8. if the robot cannot reach a waypoint (closed door), it stays in front of the door blocking it (might be solved better on topological / execution level)
9. robot is quite "pushy" navigating through crowds (this should already be working with human-aware nav)
  Test cases
  - general setup: L-shape, with 3 topo map with 3 waypoints (one intermediate)
  - running via topo nav
  - collect rosbags
  - the obstacles are always "around the corner", 1m away from intersection
    static tests
place robot close to obstacle (10cm away, 45, 90, 135), goals right behind, and at 45 degree angle
traverse narrow corridor (1m, corridor in global map)
traverse corridor with row of chairs (2m wide, leaving a 1m gap) a. all chairs on one side b. chairs on both sides
robot trapped
(optional: traverse a door)
blocking the exact intermediate waypoint (putting a chair there)
blocking the target waypoint (putting a wheelchair there), stopping at appropriate distance
chairs blocking the whole route
human standing next to wall in 2m corridor, with crutches sticking out, creating a gap of about 1m
dynamic tests
emergency stop: "jump" in front of robot (50 cm distance)
pass-crossing: (person walks / wheelchair drives) in front to the robot coming from the side: robot should stop
pass-by: (person walks / wheelchair drives) in front to the robot coming from the side: robot should stop
pass-crossing and pass-by with a group of people (group blocks the way for the robot), with a 10 second break of the group standing in front of robot
Thinks to do
- [x] collect all nav params used across sites and comment your observation / characteristic (please comment on this issue)
- [ ] look at cost maps in the mon nav from deployment data and identify the situations where it failed
- [ ] implement above test cases and iterate parameters on all sites

To prevent regressions:

[ ] implement navigation unit tests, based on ROS bag
[x] implement navigation unit tests, based on Morse
Further ideas:
make it more clearly when the robot is about to move
put warning lights on to indicate when it is about to move (complementing speech)
check for RAM/CPU usage
watch dogs need to be always running

cdondrup commented 9 years ago

Another problem, I start mon nav without a config file and get the following:

[WARN] [WallTime: 1446726452.096017] No config yaml file provided. MonitoredNavigation state machine will be initialized without recovery behaviours. To provide a config file do 'rosrun monitored_navigation monitored_nav.py path_to_config_file'. The strands config yaml file is located in monitored_navigation/config/strands.yaml

which I tought means that it would also not do the sleep and retry. Still it keeps on trying after it says aborted:

[ERROR] [1446726337.024717847]: Aborting because a valid control could not be found. Even after executing all recovery behaviors
[INFO] [WallTime: 1446726337.051787] State machine terminating 'NAVIGATION':'planner_failure':'not_recovered_without_help'
[INFO] [WallTime: 1446726337.052387] Concurrent state 'NAV_SM' returned outcome 'not_recovered_without_help' on termination.
[INFO] [WallTime: 1446726337.053695] Concurrent Outcomes: {'NAV_SM': 'not_recovered_without_help'}
[INFO] [WallTime: 1446726337.054235] State machine terminating 'MONITORED_NAV':'not_recovered_without_help':'not_recovered_without_help'
[INFO] [WallTime: 1446726337.054745] ABORTED
[INFO] [WallTime: 1446726337.303836] Intermediate -(move_base)-> End
[INFO] [WallTime: 1446726337.356830] State machine starting in initial state 'MONITORED_NAV' with userdata: 
    ['goal', 'result']
[INFO] [WallTime: 1446726337.357498] Concurrence starting with userdata: 
    ['goal']
[INFO] [WallTime: 1446726337.359362] State machine starting in initial state 'NAVIGATION' with userdata: 
    ['goal', 'n_fails']

So I get the above several times before my timeout of 1 minute kicks in and preempts it.

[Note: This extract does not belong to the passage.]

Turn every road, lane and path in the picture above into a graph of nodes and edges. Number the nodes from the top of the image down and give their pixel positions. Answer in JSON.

I am calling it like this:

self.client.send_goal(ExecutePolicyModeGoal(route=self._policy.route))
self.client.wait_for_result(timeout=rospy.Duration(self._timeout))

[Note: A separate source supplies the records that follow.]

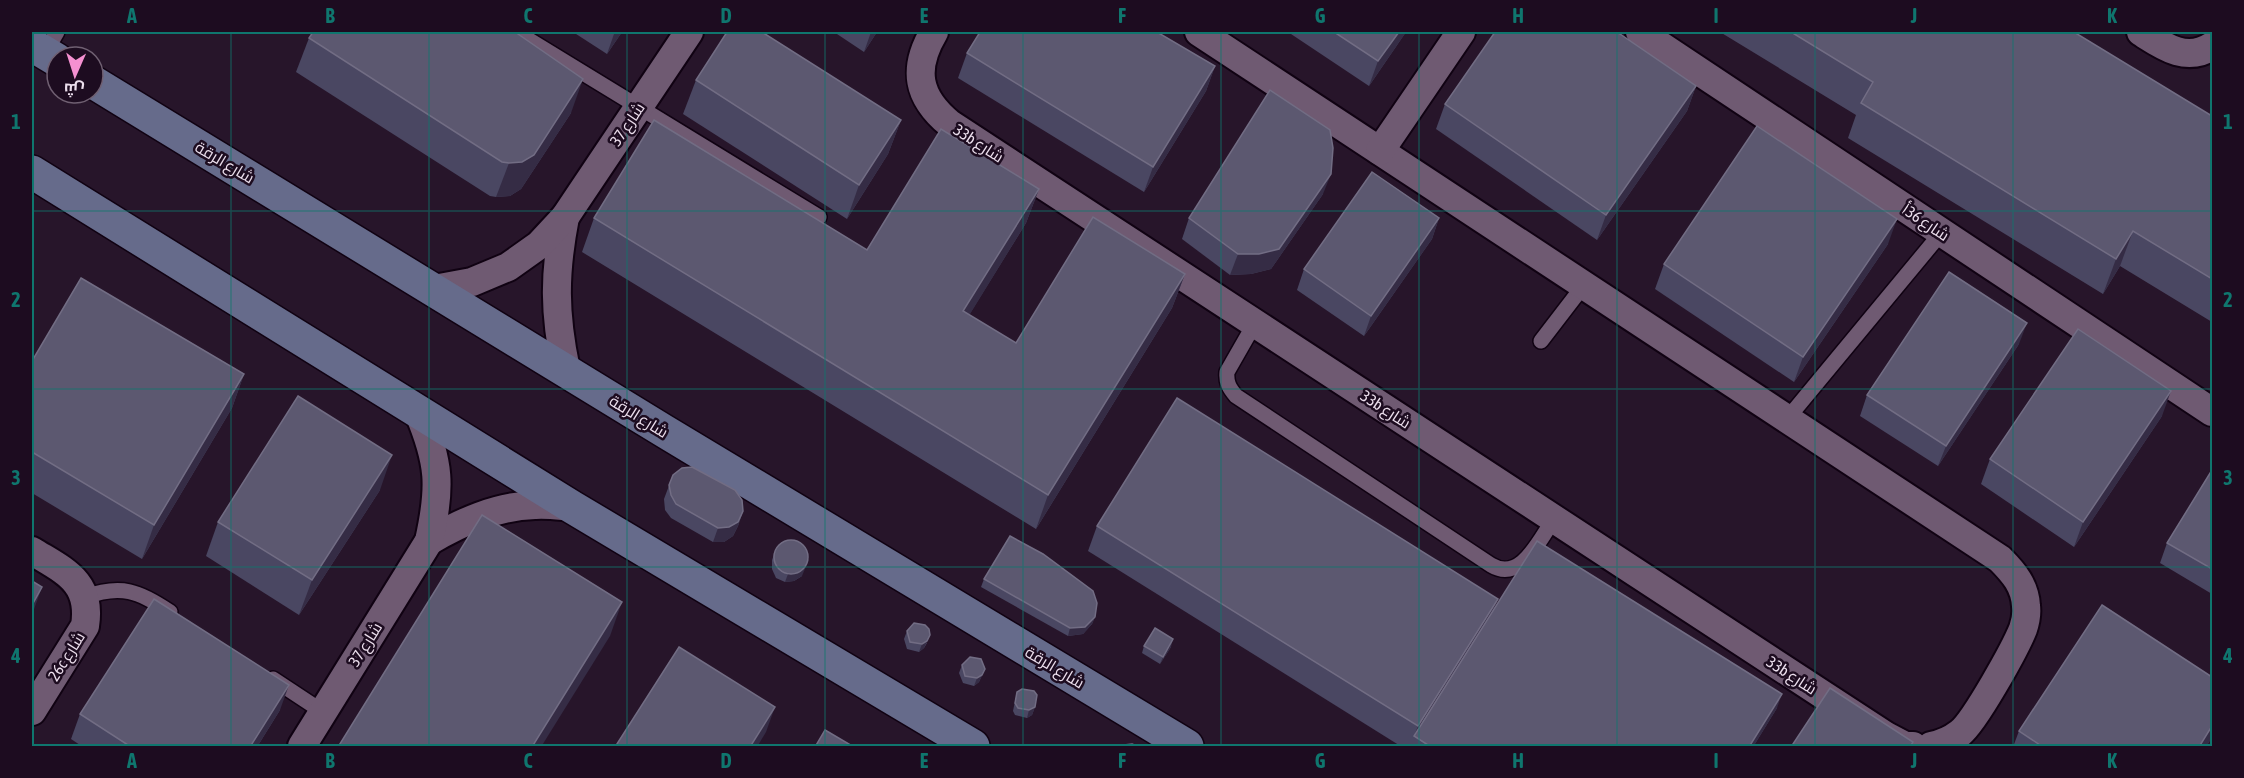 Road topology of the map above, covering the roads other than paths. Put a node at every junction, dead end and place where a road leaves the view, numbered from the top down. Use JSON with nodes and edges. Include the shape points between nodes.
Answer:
{"nodes":[{"id":1,"x":516,"y":32,"type":"edge"},
{"id":2,"x":688,"y":32,"type":"edge"},
{"id":3,"x":934,"y":32,"type":"edge"},
{"id":4,"x":1199,"y":32,"type":"edge"},
{"id":5,"x":1461,"y":32,"type":"edge"},
{"id":6,"x":1640,"y":32,"type":"edge"},
{"id":7,"x":2141,"y":32,"type":"edge"},
{"id":8,"x":2212,"y":46,"type":"edge"},
{"id":9,"x":105,"y":89,"type":"edge"},
{"id":10,"x":639,"y":107,"type":"junction"},
{"id":11,"x":1380,"y":151,"type":"junction"},
{"id":12,"x":32,"y":172,"type":"edge"},
{"id":13,"x":565,"y":217,"type":"junction"},
{"id":14,"x":819,"y":217,"type":"dead end"},
{"id":15,"x":1942,"y":232,"type":"junction"},
{"id":16,"x":1584,"y":285,"type":"junction"},
{"id":17,"x":434,"y":289,"type":"junction"},
{"id":18,"x":1256,"y":323,"type":"junction"},
{"id":19,"x":1541,"y":341,"type":"dead end"},
{"id":20,"x":566,"y":370,"type":"junction"},
{"id":21,"x":418,"y":411,"type":"junction"},
{"id":22,"x":2212,"y":412,"type":"edge"},
{"id":23,"x":1787,"y":419,"type":"junction"},
{"id":24,"x":572,"y":507,"type":"junction"},
{"id":25,"x":1554,"y":519,"type":"junction"},
{"id":26,"x":429,"y":541,"type":"junction"},
{"id":27,"x":32,"y":551,"type":"edge"},
{"id":28,"x":85,"y":597,"type":"junction"},
{"id":29,"x":186,"y":622,"type":"edge"},
{"id":30,"x":264,"y":673,"type":"edge"},
{"id":31,"x":32,"y":711,"type":"edge"},
{"id":32,"x":323,"y":712,"type":"junction"},
{"id":33,"x":302,"y":747,"type":"edge"},
{"id":34,"x":973,"y":747,"type":"edge"},
{"id":35,"x":1187,"y":747,"type":"edge"},
{"id":36,"x":1912,"y":747,"type":"edge"},
{"id":37,"x":1931,"y":747,"type":"edge"}],
"edges":[{"from":1,"to":10,"type":"lane"},
{"from":2,"to":10,"type":"street","name":"شارع 37"},
{"from":3,"to":18,"type":"street","name":"33b شارع","via":[[921,59],[920,78],[935,112]]},
{"from":4,"to":11,"type":"street"},
{"from":5,"to":11,"type":"street"},
{"from":6,"to":15,"type":"street","name":"شارع 36أ"},
{"from":7,"to":8,"type":"street","via":[[2173,51],[2189,54]]},
{"from":9,"to":17,"type":"street","name":"شارع الرقة"},
{"from":10,"to":13,"type":"street","name":"شارع 37"},
{"from":10,"to":14,"type":"lane"},
{"from":11,"to":16,"type":"street"},
{"from":12,"to":21,"type":"street"},
{"from":13,"to":17,"type":"street","name":"شارع 37","via":[[539,245],[508,267],[472,282]]},
{"from":13,"to":20,"type":"street","name":"شارع 37","via":[[555,293]]},
{"from":15,"to":22,"type":"street","name":"شارع 36أ"},
{"from":15,"to":23,"type":"lane"},
{"from":16,"to":19,"type":"lane"},
{"from":16,"to":23,"type":"street"},
{"from":17,"to":20,"type":"street","name":"شارع الرقة"},
{"from":18,"to":25,"type":"street","name":"33b شارع"},
{"from":18,"to":25,"type":"lane","via":[[1227,372],[1226,381],[1236,396],[1481,559],[1499,570],[1516,568]]},
{"from":20,"to":35,"type":"street","name":"شارع الرقة"},
{"from":21,"to":24,"type":"street"},
{"from":21,"to":26,"type":"street","name":"شارع 37","via":[[431,442],[437,475]]},
{"from":23,"to":37,"type":"street","via":[[2000,559],[2014,572],[2023,589],[2027,608],[2016,644],[1962,732]]},
{"from":24,"to":26,"type":"street","name":"شارع 37","via":[[535,505],[498,510],[461,523]]},
{"from":24,"to":34,"type":"street"},
{"from":25,"to":36,"type":"street","name":"33b شارع","via":[[1886,736]]},
{"from":26,"to":32,"type":"street","name":"شارع 37"},
{"from":27,"to":28,"type":"street","via":[[69,574]]},
{"from":28,"to":29,"type":"lane","via":[[100,592],[131,591],[146,596]]},
{"from":28,"to":31,"type":"street","name":"26c شارع","via":[[85,626]]},
{"from":30,"to":32,"type":"lane"},
{"from":32,"to":33,"type":"street","name":"شارع 37"}]} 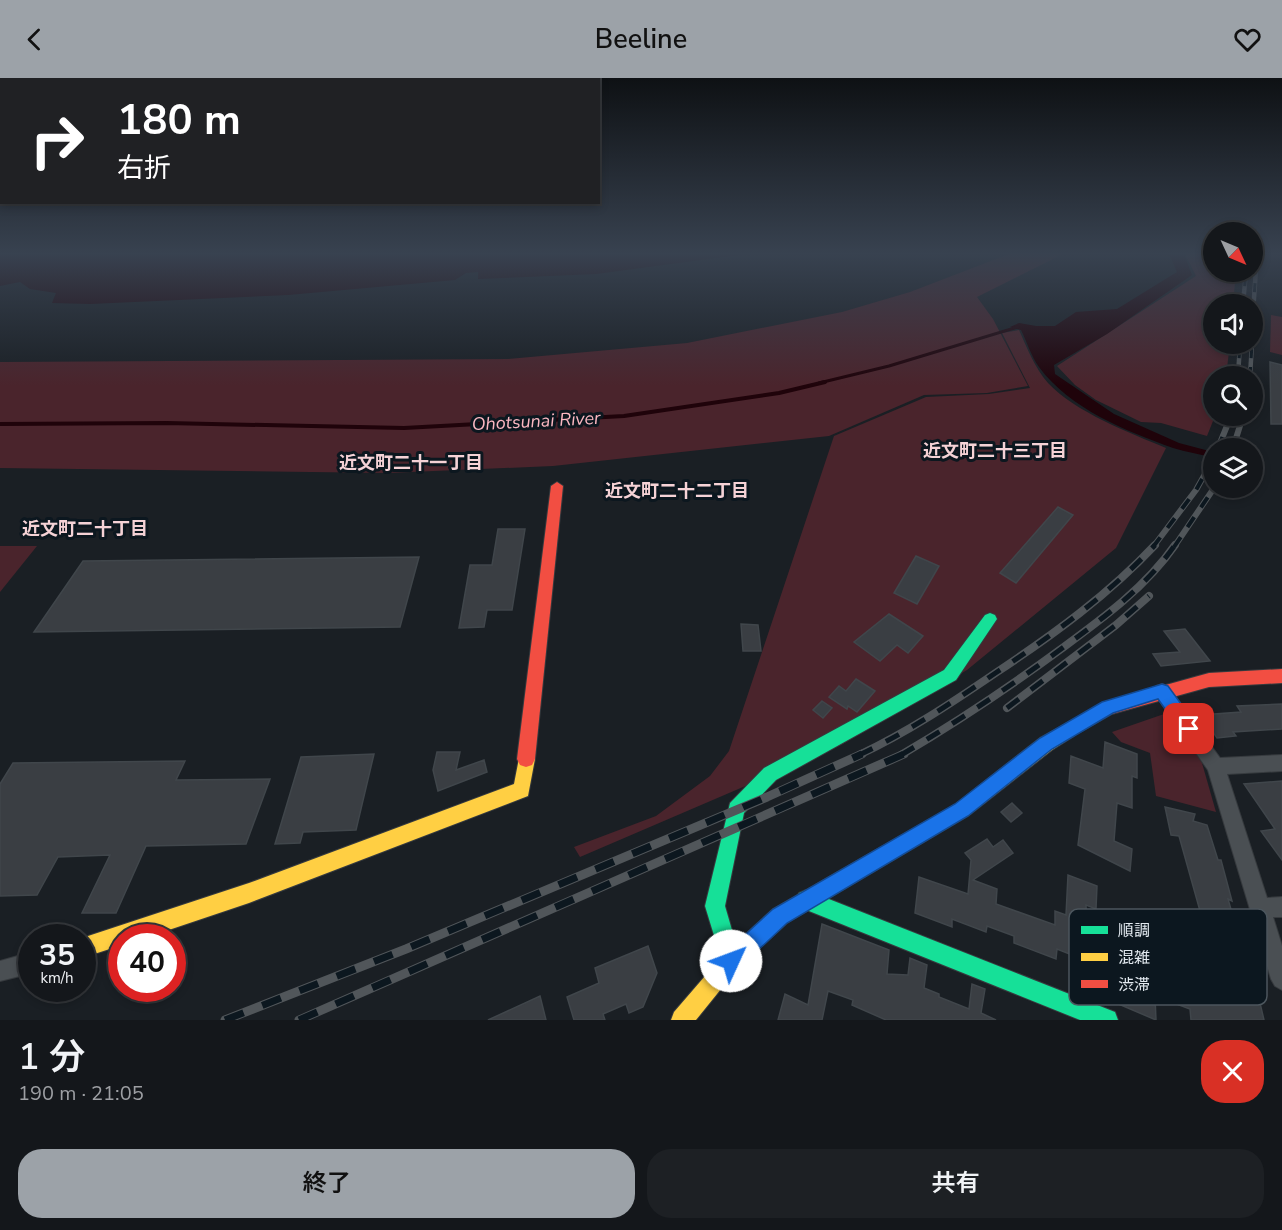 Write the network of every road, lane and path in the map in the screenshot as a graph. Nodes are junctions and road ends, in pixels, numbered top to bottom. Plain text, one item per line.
1 (557, 486) dead end
2 (990, 619) dead end
3 (1282, 676) edge
4 (1162, 691) junction
5 (1282, 763) edge
6 (1216, 766) junction
7 (806, 900) junction
8 (1282, 907) edge
9 (1261, 908) joint
10 (1267, 928) edge
11 (96, 944) edge
12 (731, 961) junction
13 (18, 966) edge
14 (0, 971) edge
15 (1282, 979) edge
16 (1069, 1005) edge
17 (1069, 1005) edge
18 (682, 1020) edge
19 (1107, 1020) edge

1 - 11 street
2 - 12 street
3 - 4 street
4 - 6 street
4 - 7 street
5 - 6 street
6 - 9 street
7 - 12 street
7 - 17 street
8 - 9 street
10 - 15 street
12 - 18 street
13 - 14 street
16 - 19 street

but this only returns after the timeout is reached and not when it fails for the first time. Is it supposed to retry navigation even if sleep and retry should not be there due to no config file?

bfalacerda commented 9 years ago

i see... maybe that has to do with the very aggressive clearing we have now: https://github.com/strands-project/strands_movebase/blob/indigo-devel/strands_movebase/strands_movebase_params/move_base_params.yaml#L15

This means we're clearing everything the robot cannot see from the costmap, which allows him to move a bit. maybe we should increase this value a bit?

bfalacerda commented 9 years ago

regarding the retrying, that's the policy executor which is configured to retry. You see that mon nav is outputting ABORTED there. there should be a param that you can change, @Jailander ?

cdondrup commented 9 years ago

Ah... redundancy... good...

I'll try the parameter. Thanks!

Jailander commented 9 years ago

hmm there should be one can't remember if not I'll make it ;)

bfalacerda commented 9 years ago

the sleep and retry is there to avoid asking for help too soon. the topo nav retry is there to make sure that after failing (and being pushed around during hellp for example) the robot checks its current waypoint and executes the appropriate action

Jailander commented 9 years ago

oh yeah I'll set this up with @cdondrup

Jailander commented 9 years ago

that parameter existed for topological navigation but not for execute_policy_mode a fix for this is in https://github.com/strands-project/strands_navigation/pull/275

cburbridge commented 9 years ago

@creuther The issue with the delay on the odometry channel or commanding the robot is not a problem with the ROS side, but the MIRA side. I have created a separate issue for it here: https://github.com/strands-project/scitos_drivers/issues/114

cdondrup commented 8 years ago

The navigation tests have been merged into strands_navigation. This has not been released yet, but have a look at the README and check out the current version of the repo to run tests in simulation and on the real robot.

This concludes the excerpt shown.